Sometimes, Charlie Sheen’s swagger is just needed.

Seth Davis (Giovanni Ribisi), is university drop-out who doesn’t have much going for his life. However, determined to prove his worth to a demanding father (Ron Rifkin), he decides to take a job at a small brokerage firm and, through his time there, begins to become something of a wolf in sheep’s clothing, for lack of a better term.

Writer/director Ben Younger literally wears his Glengarry Glen Ross and Wall Street influences on his sleeve, that the man doesn’t even try to hide it. In fact, a few times, the man actually shows clips of the movie, in Boiler Room, where the characters here are seen actually saying the same lines of those movies. In a way, you want to call him a “rip-off artist”, but at the same time, you don’t want to, because he’s not hiding it; he’s letting us know, right off-the-bat, that these characters, as well as himself probably, look up to these movies, these characters, and these ideas of capitalism, that they don’t care if they look like copy-cats.

"Wait, what?"

“Wait, what?”

They’re making money, baby and that’s all that matters!

Regardless, Younger as a director and writer, is a pretty solid one. There’s a certain energy to the movie that’s hard not to get wrapped-up in, because as our characters are making more and more money, the more the movie picks up its pace. In a way, it’s the junior-version of Wall Street, but it works so well because Younger is constantly reminding us that none of those influences matter; sure, they’ve helped him to where he’s at with this movie, but hey, so what? Just party, bro.

But honestly, where Younger really starts to fail is in the actual story department itself.

Younger seems as if he knows a thing or two about keeping up the brisk pace and how to have fun with these sometimes detestable characters, but when it comes to actually slowing things down, focusing on these characters, their lives and their motivations, he loses a bit of his step. For example, try the terribly-forced “romance” between Ribisi and Nia Long, who don’t seem to have any chemistry at all, any reason to be together, or anything really holding them together once things go South for both of them. It annoys me that films like these feel the need to add in a romantic subplot, just to appeal to women and hoping that they don’t get alienated from this movie but the bad news is that they already will. No girl will be attracted to a movie about a bunch of young, hot, cool, hip, and rich dudes in suits that make millions and millions of dollars, so it’s hard to imagine ladies wanting to come out and see something in the first place, because oh my gosh, Giovanni Ribisi and Nia Long make-out!

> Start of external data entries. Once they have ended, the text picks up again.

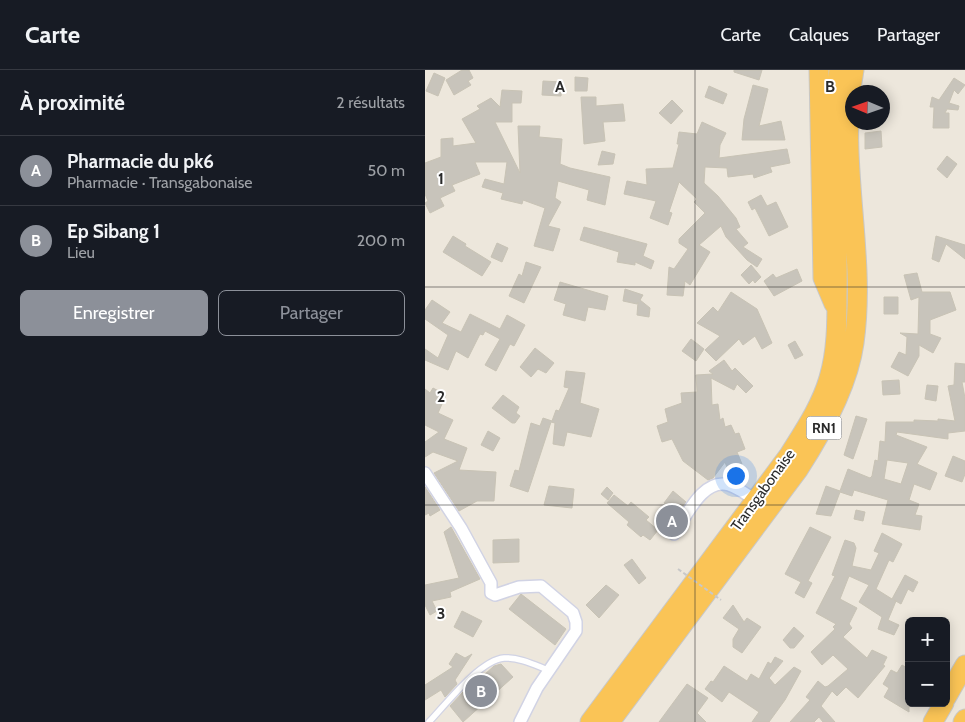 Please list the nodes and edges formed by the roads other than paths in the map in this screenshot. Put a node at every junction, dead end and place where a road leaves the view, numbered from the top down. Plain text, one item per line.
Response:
1 (819, 70) edge
2 (839, 70) edge
3 (854, 70) edge
4 (837, 311) junction
5 (425, 473) edge
6 (756, 501) junction
7 (673, 534) dead end
8 (965, 665) edge
9 (549, 670) junction
10 (950, 691) edge
11 (942, 707) edge
12 (429, 722) edge
13 (520, 722) edge
14 (590, 722) edge
15 (610, 722) edge
16 (933, 722) edge

1 - 4 highway
2 - 4 highway, Transgabonaise / RN1
3 - 15 highway, Transgabonaise / RN1
4 - 6 highway, Transgabonaise / RN1
5 - 9 street
6 - 7 street
6 - 14 highway, Transgabonaise / RN1
8 - 10 highway
9 - 12 lane
9 - 13 street
11 - 16 highway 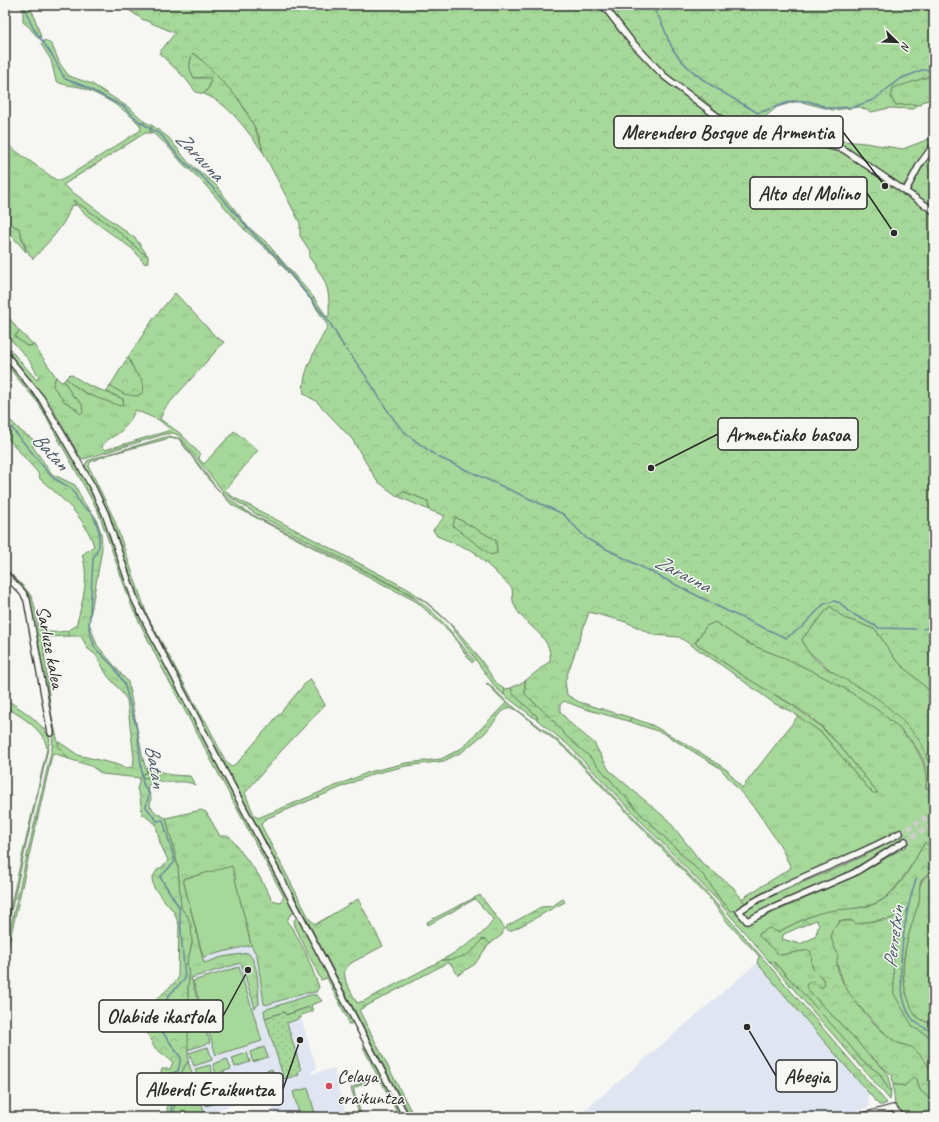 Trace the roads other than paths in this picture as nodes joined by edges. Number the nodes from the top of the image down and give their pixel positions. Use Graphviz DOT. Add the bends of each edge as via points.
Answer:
graph roads {
  1 [pos="601,5"];
  2 [pos="934,145"];
  3 [pos="905,192"];
  4 [pos="934,211"];
  5 [pos="5,354"];
  6 [pos="5,574"];
  7 [pos="51,733"];
  8 [pos="900,833"];
  9 [pos="905,841"];
  10 [pos="406,1117"];
  11 [pos="860,1117"];
  12 [pos="902,1117"];
  1 -- 3 [label="street" via="664,76 726,123 843,149"];
  2 -- 3 [label="street"];
  3 -- 4 [label="street"];
  5 -- 10 [label="street" via="41,398 92,486 105,513 135,600"];
  6 -- 7 [label="street, Sarluze kalea" via="27,600"];
  8 -- 9 [label="street" via="874,848 779,888 739,911 747,921 854,873"];
  11 -- 12 [label="street" via="893,1108"];
}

And then, the story begins to get a tad bit more predictable as it rolls on along. Boiler Room is obviously a rags-to-riches story, or so to speak, and because of that, it follows a very plain and conventional plot-line. Ribisi’s character starts at job, starts getting really rich, starts getting cocky, and eventually, one bad thing happens after another, until he’s broke, near-dead and without a pot to piss in. It’s all very formulaic and try as he might, Younger can’t help but get caught up in doing the same stuff we’ve seen done before, many, many times.

"Yeah, I'm done with action flicks. Maybe."

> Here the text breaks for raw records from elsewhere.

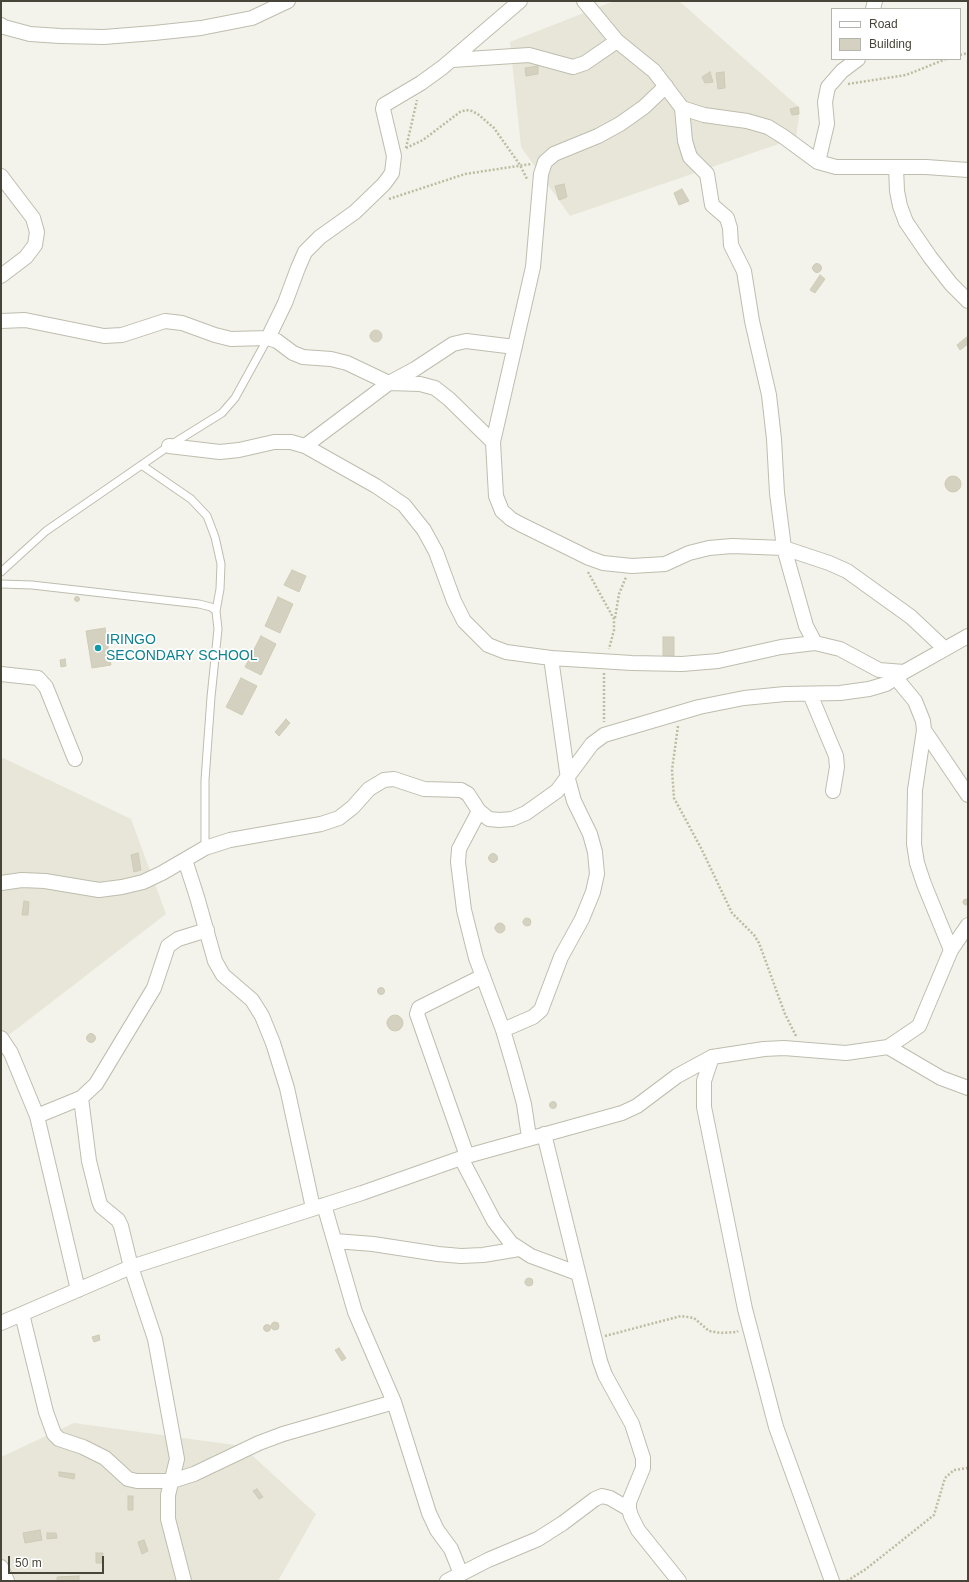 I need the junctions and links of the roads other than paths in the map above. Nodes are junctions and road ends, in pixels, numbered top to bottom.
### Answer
1 (288, 1) edge
2 (520, 1) edge
3 (584, 1) edge
4 (2, 28) edge
5 (617, 41) junction
6 (452, 60) junction
7 (857, 60) edge
8 (666, 86) junction
9 (682, 108) junction
10 (818, 162) junction
11 (896, 166) junction
12 (968, 170) edge
13 (1, 176) edge
14 (1, 276) edge
15 (968, 301) edge
16 (1, 320) edge
17 (268, 338) junction
18 (515, 347) junction
19 (389, 383) junction
20 (493, 442) junction
21 (169, 446) junction
22 (305, 446) junction
23 (143, 466) junction
24 (784, 548) junction
25 (1, 572) edge
26 (1, 584) edge
27 (216, 612) junction
28 (968, 636) edge
29 (815, 643) junction
30 (945, 649) junction
31 (551, 658) junction
32 (1, 674) edge
33 (900, 675) junction
34 (810, 694) junction
35 (924, 730) junction
36 (74, 759) dead end
37 (568, 779) junction
38 (833, 791) dead end
39 (968, 795) edge
40 (479, 811) junction
41 (205, 848) junction
42 (185, 860) junction
43 (1, 883) edge
44 (968, 925) edge
45 (207, 930) junction
46 (951, 950) junction
47 (483, 976) junction
48 (503, 1030) junction
49 (1, 1038) edge
50 (888, 1047) junction
51 (712, 1057) junction
52 (968, 1088) edge
53 (81, 1098) junction
54 (37, 1116) junction
55 (544, 1134) junction
56 (529, 1137) junction
57 (464, 1157) junction
58 (318, 1207) junction
59 (335, 1241) junction
60 (519, 1249) junction
61 (131, 1267) junction
62 (577, 1273) junction
63 (78, 1290) junction
64 (22, 1314) junction
65 (1, 1323) edge
66 (394, 1402) junction
67 (172, 1481) junction
68 (629, 1509) junction
69 (1, 1567) edge
70 (461, 1574) junction
71 (7, 1581) edge
72 (184, 1581) edge
73 (447, 1581) edge
74 (679, 1581) edge
75 (832, 1581) edge

1 - 4 street
2 - 6 street
3 - 5 street
5 - 6 street
5 - 8 street
6 - 17 street
7 - 10 street
8 - 9 street
8 - 18 street
9 - 10 street
9 - 24 street
10 - 11 street
11 - 12 street
11 - 15 street
13 - 14 street
16 - 17 street
17 - 19 street
17 - 21 lane
18 - 19 street
18 - 20 street
19 - 20 street
19 - 22 street
20 - 24 street
21 - 22 street
21 - 23 lane
22 - 31 street
23 - 25 lane
23 - 27 lane
24 - 29 street
24 - 30 street
26 - 27 lane
27 - 41 lane
28 - 30 street
29 - 31 street
29 - 33 street
30 - 33 street
31 - 37 street
32 - 36 street
33 - 34 street
33 - 35 street
34 - 37 street
34 - 38 street
35 - 39 street
35 - 46 street
37 - 40 street
37 - 48 street
40 - 41 street
40 - 47 street
41 - 42 street
42 - 43 street
42 - 45 street
44 - 46 street
45 - 53 street
45 - 58 street
46 - 50 street
47 - 48 street
47 - 57 street
48 - 56 street
49 - 54 street
50 - 51 street
50 - 52 street
51 - 55 street
51 - 75 street
53 - 54 street
53 - 61 street
54 - 63 street
55 - 56 street
55 - 62 street
56 - 57 street
57 - 58 street
57 - 60 street
58 - 59 street
58 - 61 street
59 - 60 street
59 - 66 street
60 - 62 street
61 - 63 street
61 - 67 street
62 - 68 street
63 - 64 street
64 - 65 street
64 - 67 street
66 - 67 street
66 - 70 street
67 - 72 street
68 - 70 street
68 - 74 street
69 - 71 street
70 - 73 street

“Yeah, I’m done with action flicks. Maybe.”

Despite this, the cast is quite good and help keep the ship afloat.

In a rare lead role, Giovanni Ribisi kicks some fine stick-selling ass as Seth Davis. Ribisi gets a bad-rap sometimes for taking roles to the next level of over-the-top and making them terribly campy to the point of where it’s cringe-inducing, but some will be surprised that this kid can hit it out of the park when it comes to being subdued and very charming. You like Seth Davis right when you see him and even though his character motivations may get mixed around in a bender a bit too much, you still like both him and Ribisi. Wish that this movie made Ribisi the top mainstream act that everybody thought he was going to be, but I don’t think it bothers him if he’s second-in-command.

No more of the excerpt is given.